Silas a dit à Wesley que l’équipe ne pourrait pas fonctionner s’il ne jouait pas au mieux de ses moyens, et celui-ci s’est finalement repris. Charlotte a terminé la saison avec 49 victoires et 33 défaites, mais a perdu contre Philadelphie au premier tour des play-offs. Dans cette série, Silas a senti que ses joueurs n’avaient plus rien à donner. Les Hornets s’étaient réunis et avaient fait preuve d’une résilience admirable après la mort de Phills, mais à l’arrivée des play-offs, leur réservoir était vide. « Nous ne pouvions tout simplement plus jouer à fond, a déclaré Silas. Je n’ai rien dit là-dessus à mes joueurs. Je savais qu’ils avaient déjà fait tout ce qu’ils pouvaient [juste] pour que nous puissions participer aux play-offs. » En juillet, Wesley a témoigné dans un procès sans jury pour statuer sur les accusations criminelles contre lui. « Faisiez-vous la course avec Bobby Phills ce jour-là ? » a demandé son avocat. « Absolument pas, » a répondu Wesley. Il a été reconnu coupable de conduite imprudente et condamné à des travaux d’intérêt général, mais un juge a décidé qu’il existait un doute suffisant pour l’acquitter de l’autre chef d’accusation.
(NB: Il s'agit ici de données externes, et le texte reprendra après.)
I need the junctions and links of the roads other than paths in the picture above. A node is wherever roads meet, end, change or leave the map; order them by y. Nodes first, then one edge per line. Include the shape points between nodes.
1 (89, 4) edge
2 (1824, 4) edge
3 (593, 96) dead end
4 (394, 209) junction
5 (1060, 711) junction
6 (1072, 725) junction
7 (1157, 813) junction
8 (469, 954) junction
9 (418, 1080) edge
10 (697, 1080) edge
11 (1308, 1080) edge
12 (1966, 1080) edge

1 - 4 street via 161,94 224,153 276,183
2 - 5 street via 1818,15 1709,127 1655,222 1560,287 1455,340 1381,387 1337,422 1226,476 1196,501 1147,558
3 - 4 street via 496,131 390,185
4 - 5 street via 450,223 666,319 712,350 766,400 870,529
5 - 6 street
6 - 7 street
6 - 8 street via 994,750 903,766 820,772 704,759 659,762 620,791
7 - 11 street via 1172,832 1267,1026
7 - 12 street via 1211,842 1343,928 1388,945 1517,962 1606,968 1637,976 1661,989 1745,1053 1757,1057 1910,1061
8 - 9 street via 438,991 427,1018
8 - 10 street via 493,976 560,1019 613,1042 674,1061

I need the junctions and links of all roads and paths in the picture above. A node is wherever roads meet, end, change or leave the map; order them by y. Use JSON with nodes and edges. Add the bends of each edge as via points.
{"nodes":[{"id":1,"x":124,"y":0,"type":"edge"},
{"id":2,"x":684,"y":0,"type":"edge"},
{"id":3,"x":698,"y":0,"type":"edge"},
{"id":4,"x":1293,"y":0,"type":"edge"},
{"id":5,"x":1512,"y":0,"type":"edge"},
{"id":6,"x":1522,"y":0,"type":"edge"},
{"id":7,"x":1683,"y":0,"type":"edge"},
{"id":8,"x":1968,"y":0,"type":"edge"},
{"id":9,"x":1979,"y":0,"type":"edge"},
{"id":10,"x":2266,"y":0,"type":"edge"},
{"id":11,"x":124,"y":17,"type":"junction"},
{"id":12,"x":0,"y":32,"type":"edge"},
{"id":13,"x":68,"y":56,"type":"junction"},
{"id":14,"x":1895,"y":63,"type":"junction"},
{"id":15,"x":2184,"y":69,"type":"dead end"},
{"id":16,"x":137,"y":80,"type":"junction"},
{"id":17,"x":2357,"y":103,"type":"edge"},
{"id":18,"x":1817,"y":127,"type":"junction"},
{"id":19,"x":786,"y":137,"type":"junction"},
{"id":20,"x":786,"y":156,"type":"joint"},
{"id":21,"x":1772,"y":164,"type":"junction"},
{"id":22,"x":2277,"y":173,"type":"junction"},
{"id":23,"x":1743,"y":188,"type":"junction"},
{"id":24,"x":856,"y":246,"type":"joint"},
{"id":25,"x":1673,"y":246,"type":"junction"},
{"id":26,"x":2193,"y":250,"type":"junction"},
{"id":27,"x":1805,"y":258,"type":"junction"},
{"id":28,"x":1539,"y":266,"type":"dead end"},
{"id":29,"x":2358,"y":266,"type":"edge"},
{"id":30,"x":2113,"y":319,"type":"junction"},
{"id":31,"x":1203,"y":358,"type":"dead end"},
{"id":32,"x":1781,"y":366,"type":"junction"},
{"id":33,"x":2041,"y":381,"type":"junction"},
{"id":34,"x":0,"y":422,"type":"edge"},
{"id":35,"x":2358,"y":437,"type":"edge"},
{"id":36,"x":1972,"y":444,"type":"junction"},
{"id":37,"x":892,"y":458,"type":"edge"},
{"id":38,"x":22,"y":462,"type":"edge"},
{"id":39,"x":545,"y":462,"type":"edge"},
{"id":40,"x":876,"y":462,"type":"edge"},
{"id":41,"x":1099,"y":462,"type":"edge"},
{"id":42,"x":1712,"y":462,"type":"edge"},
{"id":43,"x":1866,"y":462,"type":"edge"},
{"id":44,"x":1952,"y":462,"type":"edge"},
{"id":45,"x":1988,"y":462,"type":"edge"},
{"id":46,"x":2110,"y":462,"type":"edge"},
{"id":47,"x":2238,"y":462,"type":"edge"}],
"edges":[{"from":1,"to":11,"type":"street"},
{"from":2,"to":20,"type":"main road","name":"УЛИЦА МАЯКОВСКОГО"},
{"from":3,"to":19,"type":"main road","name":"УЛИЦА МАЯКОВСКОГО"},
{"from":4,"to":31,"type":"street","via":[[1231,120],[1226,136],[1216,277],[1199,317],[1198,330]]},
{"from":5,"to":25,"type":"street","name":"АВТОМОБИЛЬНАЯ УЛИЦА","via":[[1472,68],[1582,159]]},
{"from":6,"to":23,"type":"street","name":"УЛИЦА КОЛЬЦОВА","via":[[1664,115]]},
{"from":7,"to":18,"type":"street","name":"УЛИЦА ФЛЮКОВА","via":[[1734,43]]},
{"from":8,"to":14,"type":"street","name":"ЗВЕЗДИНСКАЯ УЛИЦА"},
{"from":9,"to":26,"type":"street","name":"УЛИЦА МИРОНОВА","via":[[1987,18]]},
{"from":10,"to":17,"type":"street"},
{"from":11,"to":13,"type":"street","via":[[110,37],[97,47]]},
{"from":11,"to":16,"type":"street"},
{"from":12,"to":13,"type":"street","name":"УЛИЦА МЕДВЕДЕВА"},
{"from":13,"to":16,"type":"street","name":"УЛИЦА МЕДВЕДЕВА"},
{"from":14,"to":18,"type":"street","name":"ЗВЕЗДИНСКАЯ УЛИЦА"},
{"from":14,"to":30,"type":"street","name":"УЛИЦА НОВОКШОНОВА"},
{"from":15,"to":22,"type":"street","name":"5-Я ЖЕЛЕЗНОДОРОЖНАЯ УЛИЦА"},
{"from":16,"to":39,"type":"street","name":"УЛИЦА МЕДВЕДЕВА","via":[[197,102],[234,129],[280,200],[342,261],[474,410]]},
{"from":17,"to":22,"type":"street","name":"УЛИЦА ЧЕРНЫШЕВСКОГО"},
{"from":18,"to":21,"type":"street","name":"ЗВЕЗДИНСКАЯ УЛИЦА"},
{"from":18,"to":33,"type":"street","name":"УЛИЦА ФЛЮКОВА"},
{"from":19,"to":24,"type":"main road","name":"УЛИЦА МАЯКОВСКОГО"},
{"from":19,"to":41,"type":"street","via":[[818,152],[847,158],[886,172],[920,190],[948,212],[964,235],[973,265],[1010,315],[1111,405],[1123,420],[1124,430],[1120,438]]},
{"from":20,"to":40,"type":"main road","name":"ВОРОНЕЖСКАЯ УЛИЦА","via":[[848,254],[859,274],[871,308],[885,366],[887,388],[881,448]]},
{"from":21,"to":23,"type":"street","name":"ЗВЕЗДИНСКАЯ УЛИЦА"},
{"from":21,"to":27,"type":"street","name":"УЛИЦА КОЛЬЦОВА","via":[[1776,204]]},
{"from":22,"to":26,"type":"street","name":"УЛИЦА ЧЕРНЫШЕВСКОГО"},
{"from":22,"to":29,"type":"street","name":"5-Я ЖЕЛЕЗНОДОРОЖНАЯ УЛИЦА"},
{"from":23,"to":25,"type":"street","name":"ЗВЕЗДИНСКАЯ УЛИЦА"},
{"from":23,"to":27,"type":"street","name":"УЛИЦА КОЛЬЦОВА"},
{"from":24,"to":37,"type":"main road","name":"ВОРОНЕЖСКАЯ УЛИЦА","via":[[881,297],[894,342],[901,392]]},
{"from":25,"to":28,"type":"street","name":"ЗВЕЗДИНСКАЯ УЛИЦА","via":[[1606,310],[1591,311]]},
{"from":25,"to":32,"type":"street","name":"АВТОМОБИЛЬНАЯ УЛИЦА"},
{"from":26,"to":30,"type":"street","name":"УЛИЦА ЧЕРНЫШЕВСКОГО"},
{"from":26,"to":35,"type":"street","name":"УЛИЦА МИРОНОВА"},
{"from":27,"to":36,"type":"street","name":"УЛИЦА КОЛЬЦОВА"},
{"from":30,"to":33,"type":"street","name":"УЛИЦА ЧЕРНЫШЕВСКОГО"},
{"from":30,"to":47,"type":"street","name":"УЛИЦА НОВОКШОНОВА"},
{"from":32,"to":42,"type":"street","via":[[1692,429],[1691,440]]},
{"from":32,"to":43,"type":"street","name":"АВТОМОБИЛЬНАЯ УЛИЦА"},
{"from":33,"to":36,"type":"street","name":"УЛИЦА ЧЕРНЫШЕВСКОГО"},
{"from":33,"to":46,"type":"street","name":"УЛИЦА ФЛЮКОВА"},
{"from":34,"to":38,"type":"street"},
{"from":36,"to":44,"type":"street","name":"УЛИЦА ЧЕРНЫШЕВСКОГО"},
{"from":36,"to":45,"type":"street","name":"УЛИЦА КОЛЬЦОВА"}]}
Le jour du premier anniversaire de l’accident, Wesley a marqué un long tir à trois points à 3,5 secondes de la fin pour donner à Charlotte une victoire sur les Bulls, 86-85. Wesley est resté avec la franchise lorsque les Hornets ont déménagé de Charlotte à la Nouvelle-Orléans en 2002. Il a passé ses dernières années de carrière avec les Houston Rockets et les Cleveland Cavaliers avant de prendre sa retraite en 2007, et il travaille maintenant comme analyste pour les Pelicans. « Pendant longtemps, il n’y avait pas un moment où je ne pensais pas à lui, a déclaré Wesley. Au fil du temps, c’est devenu moins fréquent, mais cela reste. Et il y a toujours de bons souvenirs. »

Kendall a décidé de rester à Charlotte après la mort de Phills. Elle n’a jamais vraiment envisagé de retourner en Louisiane. Elle est restée impliquée dans la communauté et a créé un fonds boursier au nom de son mari. Lorsque Malik Sealy, le joueur de Minnesota, est décédé dans un accident de voiture la même année que Phills, elle a offert à la veuve de Sealy, Lisa, un soutien financier et émotionnel. « Vous êtes entrée dans ma vie comme un ange le 20 mai 2000, a écrit Lisa Sealy dans une note pour un événement marquant le premier anniversaire de la mort de Phills. Peut-être que Malik vous a envoyé vers moi parce qu’il savait que vous seriez mon soutien en son absence. »

Toutes ces activités ont donné à Kendall un but et l’ont aidée à survivre à la perte de son mari, mais il y avait des moments où la tristesse la submergeait. « Je dois choisir les moments où je dois pleurer, a-t-elle déclaré à ESPN à l’approche du premier anniversaire de l’accident. Je vais regarder une vidéo de Bobby. Je vais parcourir les albums photo. Quand je suis seule, je pleure. Parce que je dois être forte pour mes enfants… L’autre jour, je remplissais un formulaire, et il y avait une question où je devais choisir entre célibataire, veuve ou mariée. Et j’ai réalisé que je n’étais plus mariée. Ce sont des choses comme ça. » Elle n’a jamais blâmé Wesley. « Beaucoup de gens ont accusé David, mais Bobby a fait le choix de conduire à une vitesse élevée, a déclaré Kendall. Je sais qu’il y a pour tout le monde a un jour où Dieu va vous rappeler à Lui, et le 12 janvier 2000 a été le jour que Dieu a choisi pour Bobby. Donc, peu importe s’il courait ou marchait dans la rue. Son heure était venue. Je ne pense pas que l’on puisse éviter cela. »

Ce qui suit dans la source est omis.